NK economy in the 1950s: a reply to Han Kyu-han, part one
Another excellent writer on North Korea, Kim Ha-yông, has written a reply to the Han Kyu-han article I translated recently, in the latest issue of Ta Hamkke. I realise that not all readers are going to find this subject interesting and may be amused by my obsession with the North Korean economy – but what’s a blog for if not for pursuing your own egocentric, personal interests?
I think that Kim makes some very interesting points, particularly about the North Korean economy in relation to long-term trends in the world economy (this definitely brings to mind Kondratieff). I also feel some obligation to translate this reply as I think it provides some important points to balance areas which were perhaps weak in Han’s analysis. Well, anyway, if you can be bothered to read it you can make your own minds up about who is right on this one. Here’s the first part:
Ta Hamkke 57, June 2005
Kim Ha-yông
I won’t deal with all the detailed facts in [Han Kyu-han’s] article, but limit myself to addressing the big picture: was North Korea’s economy doing well in the 1950s or was it in crisis?
To begin with the conclusion, the decade from 1950-1960 was one of renaissance that saw North Korea create a miracle from the ruins of the Korean War.
In the three-year plan implemented from 1953-1956 the economy recorded a massive average annual growth rate of 41.7 percent – almost world record level – and in the ten years after the Korean War, North Korea maintained an annual average growth rate of 25 percent.
To achieve this sort of growth in the place that, after the Korean War, the US had boasted “would never recover, even if it took 100 years” was astonishing. During the war the majority of the North’s industrial facilities had been destroyed and one million people were killed, including some 400,000-480,000 civilians.
It is true that pursuing rapid economic growth in a small country with few resources and almost no aid produces massive contradictions. But during this period the trend of the North Korean economy was an upward curve.

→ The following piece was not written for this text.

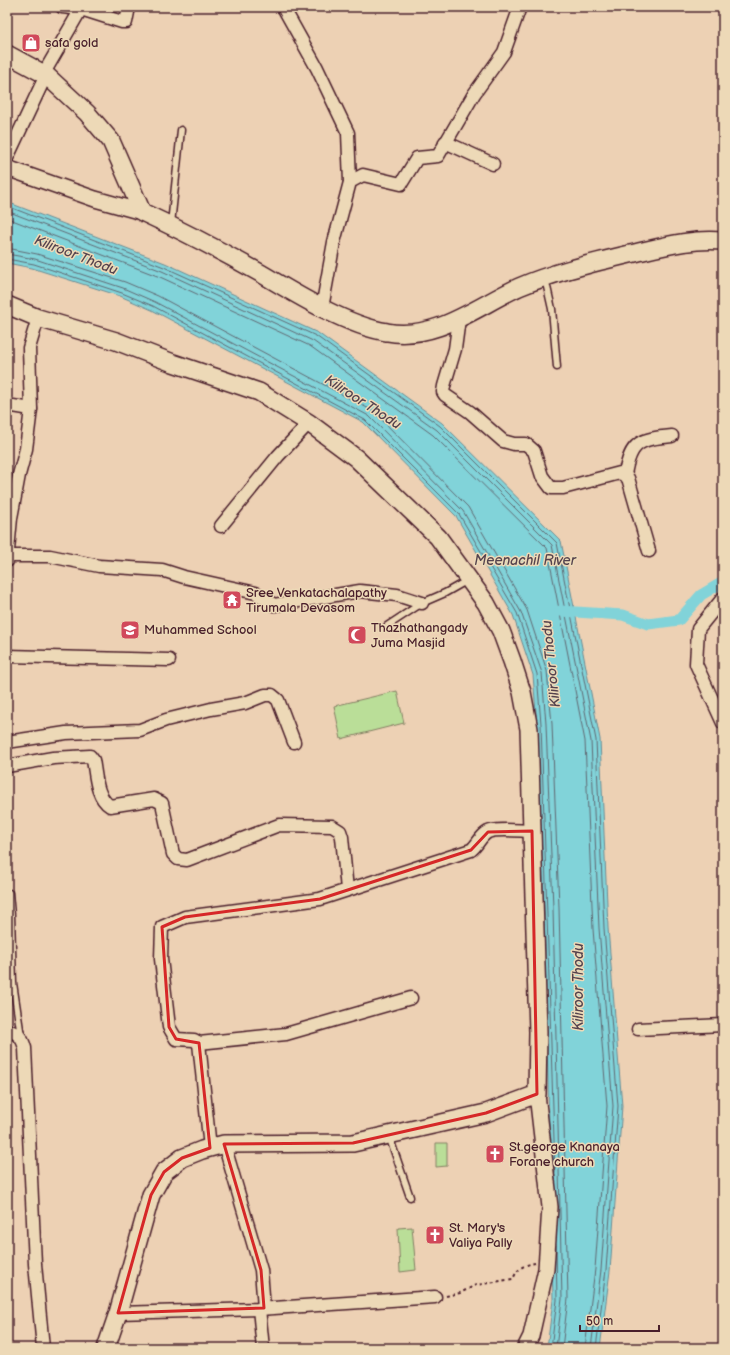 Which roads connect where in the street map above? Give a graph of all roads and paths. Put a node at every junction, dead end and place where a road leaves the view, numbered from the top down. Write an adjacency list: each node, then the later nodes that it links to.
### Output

The reason why I’m bringing up this problem is that I worry that comrade Han Kyu-han’s article almost gives the impression that North Korea is a society that has been in a permanent state of crisis from the 1950s right up until the present. This can be a major obstacle to understanding the character of North Korean society.
The impression that North Korea is a society that has fallen into a state of continuous stagnation is a typical, and prevalent misunderstanding and one that is clearly connected to the idea that the South Korean system is superior to the North Korean one.

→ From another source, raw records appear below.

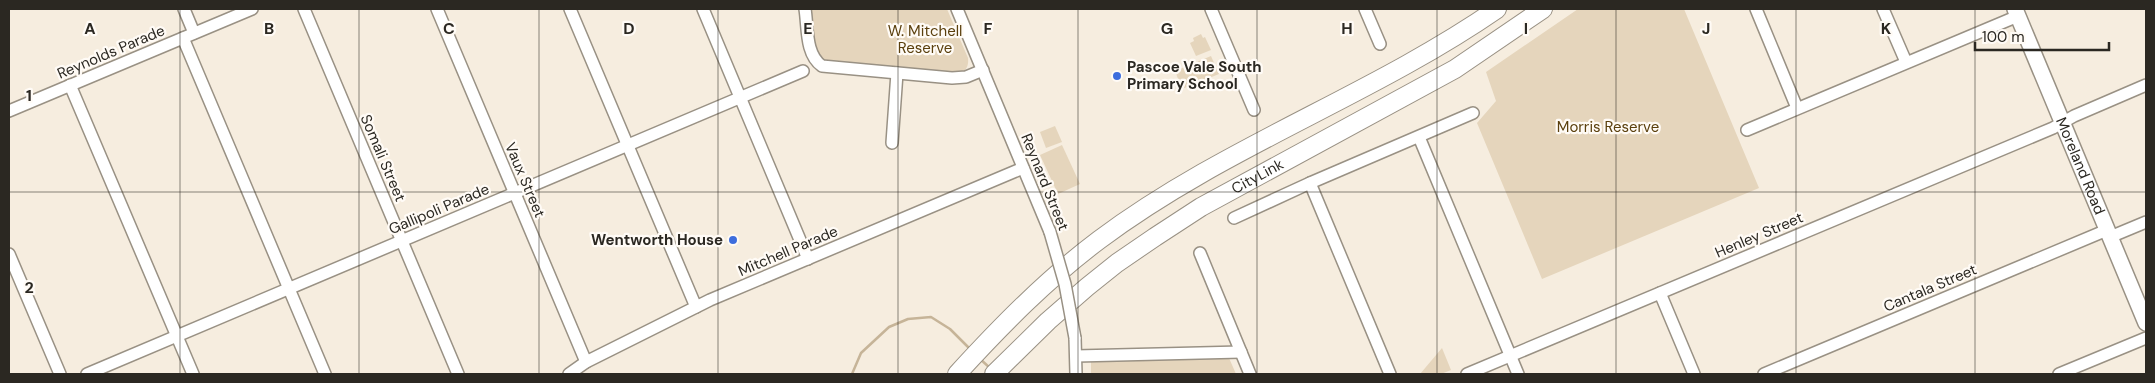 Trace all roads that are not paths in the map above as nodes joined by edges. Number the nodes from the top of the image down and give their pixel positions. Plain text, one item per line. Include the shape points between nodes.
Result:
1 (184, 9) edge
2 (252, 9) edge
3 (304, 9) edge
4 (437, 9) edge
5 (570, 9) edge
6 (703, 9) edge
7 (806, 9) edge
8 (957, 9) edge
9 (1211, 9) edge
10 (1366, 9) edge
11 (1497, 9) edge
12 (1543, 9) edge
13 (1756, 9) edge
14 (1884, 9) edge
15 (2017, 12) edge
16 (189, 35) junction
17 (1380, 44) dead end
18 (1906, 62) junction
19 (983, 70) junction
20 (803, 71) dead end
21 (897, 73) junction
22 (70, 85) junction
23 (2146, 85) edge
24 (741, 98) junction
25 (1797, 108) junction
26 (1254, 110) dead end
27 (9, 111) edge
28 (1473, 113) dead end
29 (2062, 122) junction
30 (1747, 130) dead end
31 (1419, 137) junction
32 (892, 143) dead end
33 (628, 146) junction
34 (1024, 168) junction
35 (1310, 183) junction
36 (515, 193) junction
37 (1234, 218) dead end
38 (2146, 222) edge
39 (2109, 234) junction
40 (402, 241) junction
41 (1200, 253) dead end
42 (9, 254) edge
43 (808, 259) junction
44 (289, 289) junction
45 (1660, 294) junction
46 (696, 307) junction
47 (2146, 324) edge
48 (177, 337) junction
49 (2146, 338) edge
50 (1241, 352) junction
51 (1076, 356) junction
52 (1510, 356) junction
53 (586, 362) junction
54 (961, 370) edge
55 (60, 374) edge
56 (88, 374) edge
57 (193, 374) edge
58 (325, 374) edge
59 (458, 374) edge
60 (569, 374) edge
61 (994, 374) edge
62 (1076, 374) edge
63 (1250, 374) edge
64 (1390, 374) edge
65 (1467, 374) edge
66 (1518, 374) edge
67 (1694, 374) edge
68 (1764, 374) edge
69 (2059, 374) edge

1 - 16 street
2 - 16 street, Reynolds Parade
3 - 40 street, Somali Street
4 - 36 street, Vaux Street
5 - 33 street
6 - 24 street
7 - 21 street via 810,50 817,62 827,67
8 - 19 street, Reynard Street
9 - 26 street
10 - 17 street
11 - 54 highway, CityLink via 1432,50 1243,151 1152,204 1100,239 1025,302
12 - 61 highway, CityLink via 1455,69 1209,203 1155,237 1117,263 1048,321
13 - 25 street
14 - 18 street
15 - 18 street
15 - 29 main road, Moreland Road
16 - 22 street, Reynolds Parade
16 - 44 street
18 - 25 street
19 - 21 street via 959,77
19 - 34 street, Reynard Street
20 - 24 street, Gallipoli Parade
21 - 32 street
22 - 27 street, Reynolds Parade
22 - 48 street
23 - 29 street, Henley Street
24 - 33 street, Gallipoli Parade
24 - 43 street
25 - 30 street
28 - 31 street
29 - 39 main road, Moreland Road
29 - 45 street, Henley Street
31 - 35 street
31 - 52 street
33 - 36 street, Gallipoli Parade
33 - 46 street
34 - 43 street, Mitchell Parade
34 - 51 street, Reynard Street, bridge via 1050,232 1065,284
35 - 37 street
35 - 64 street
36 - 40 street, Gallipoli Parade
36 - 53 street, Vaux Street
38 - 39 street, Cantala Street
39 - 47 main road, Moreland Road
39 - 68 street, Cantala Street
40 - 44 street, Gallipoli Parade
40 - 59 street, Somali Street
41 - 50 street
42 - 55 street
43 - 46 street, Mitchell Parade
44 - 48 street, Gallipoli Parade
44 - 58 street
45 - 52 street, Henley Street
45 - 67 street
46 - 53 street, Mitchell Parade
48 - 56 street, Gallipoli Parade
48 - 57 street
49 - 69 street
50 - 51 street
50 - 63 street
51 - 62 street, Reynard Street
52 - 65 street, Henley Street
52 - 66 street
53 - 60 street, Mitchell Parade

However, the important fact that people have quickly forgotten as a result of the famine that North Korea is suffering today is that South Korea could not catch up with the North Korean economy at all until the 1970s. In 1982 North Korea’s average food intake was higher than that of South Korea.

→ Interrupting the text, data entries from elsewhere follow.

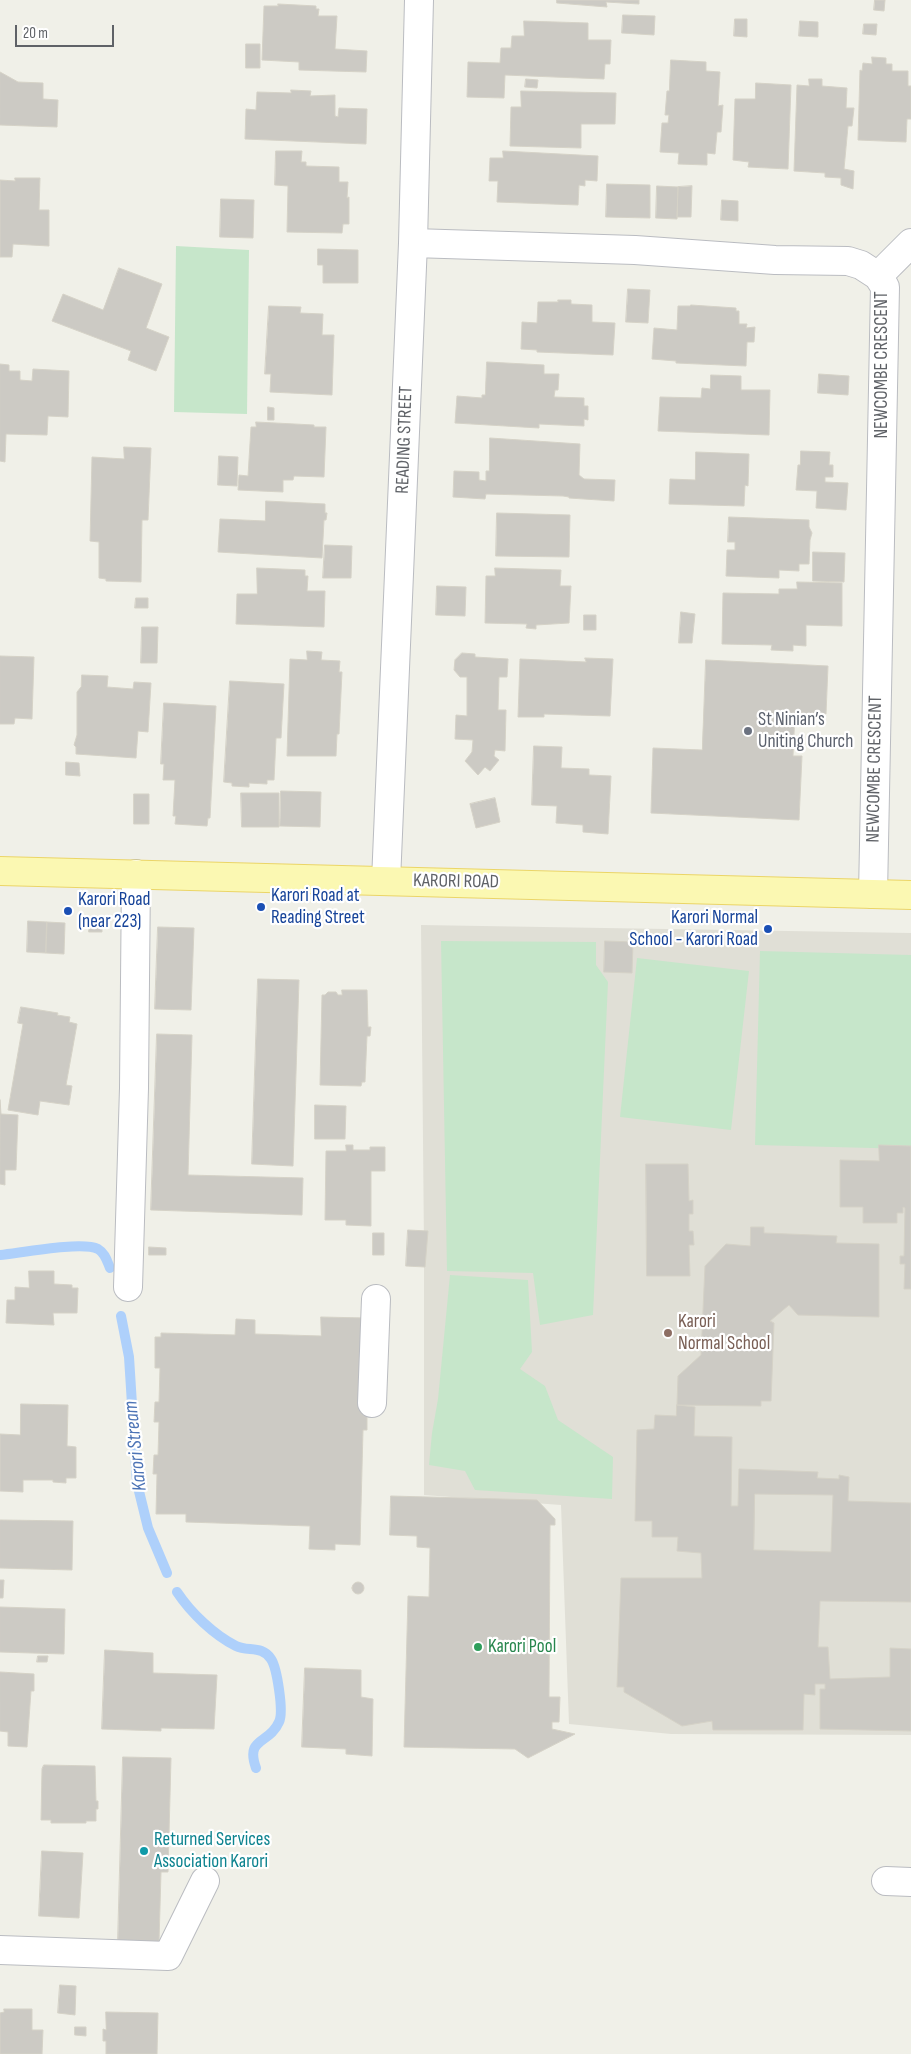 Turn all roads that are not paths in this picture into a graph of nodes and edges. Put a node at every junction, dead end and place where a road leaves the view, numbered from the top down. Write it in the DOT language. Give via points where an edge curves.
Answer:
graph roads {
  1 [pos="419,0"];
  2 [pos="413,243"];
  3 [pos="911,243"];
  4 [pos="878,276"];
  5 [pos="0,871"];
  6 [pos="136,874"];
  7 [pos="386,881"];
  8 [pos="873,894"];
  9 [pos="911,895"];
  10 [pos="128,1287"];
  11 [pos="376,1299"];
  12 [pos="372,1403"];
  13 [pos="205,1882"];
  14 [pos="0,1950"];
  1 -- 2 [label="street, READING STREET"];
  2 -- 4 [label="street, NEWCOMBE CRESCENT" via="848,261"];
  2 -- 7 [label="street, READING STREET"];
  3 -- 4 [label="street"];
  4 -- 8 [label="street, NEWCOMBE CRESCENT" via="885,287"];
  5 -- 6 [label="main road, KARORI ROAD"];
  6 -- 7 [label="main road, KARORI ROAD"];
  6 -- 10 [label="street"];
  7 -- 8 [label="main road, KARORI ROAD"];
  8 -- 9 [label="main road, KARORI ROAD"];
  11 -- 12 [label="street"];
  13 -- 14 [label="street" via="168,1956"];
}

It goes without saying that today the North Korean economy has fallen into a severe crisis, but you have to look at this alongside the fact that the country was able to achieve massive economic growth up until the 1970s.
If you don’t look at this contradictory development, it is easy to fall into the view that the North Korean system is fundamentally inefficient, irrational and different to the capitalist system.
However, far from displaying an inefficiency that makes it fundamentally different to capitalism, the [trend of the] North Korean economy followed the rise and decline of state capitalism in the world economy. In the 1950s the trend toward state capitalism remained marked in the world economy, and North Korea was just one country among a number that created an economic success story through the use of powerful state intervention.
In the 1970s, the trend toward “globalisation” (세계화) became more influential in world capitalism than the state capitalist [trend], and those countries that stuck to the state capitalist road began to fall behind. North Korean economic growth had begun to slow down in the late 1960s and by the end of the 1970s it had dropped to 3-4 percent [annually].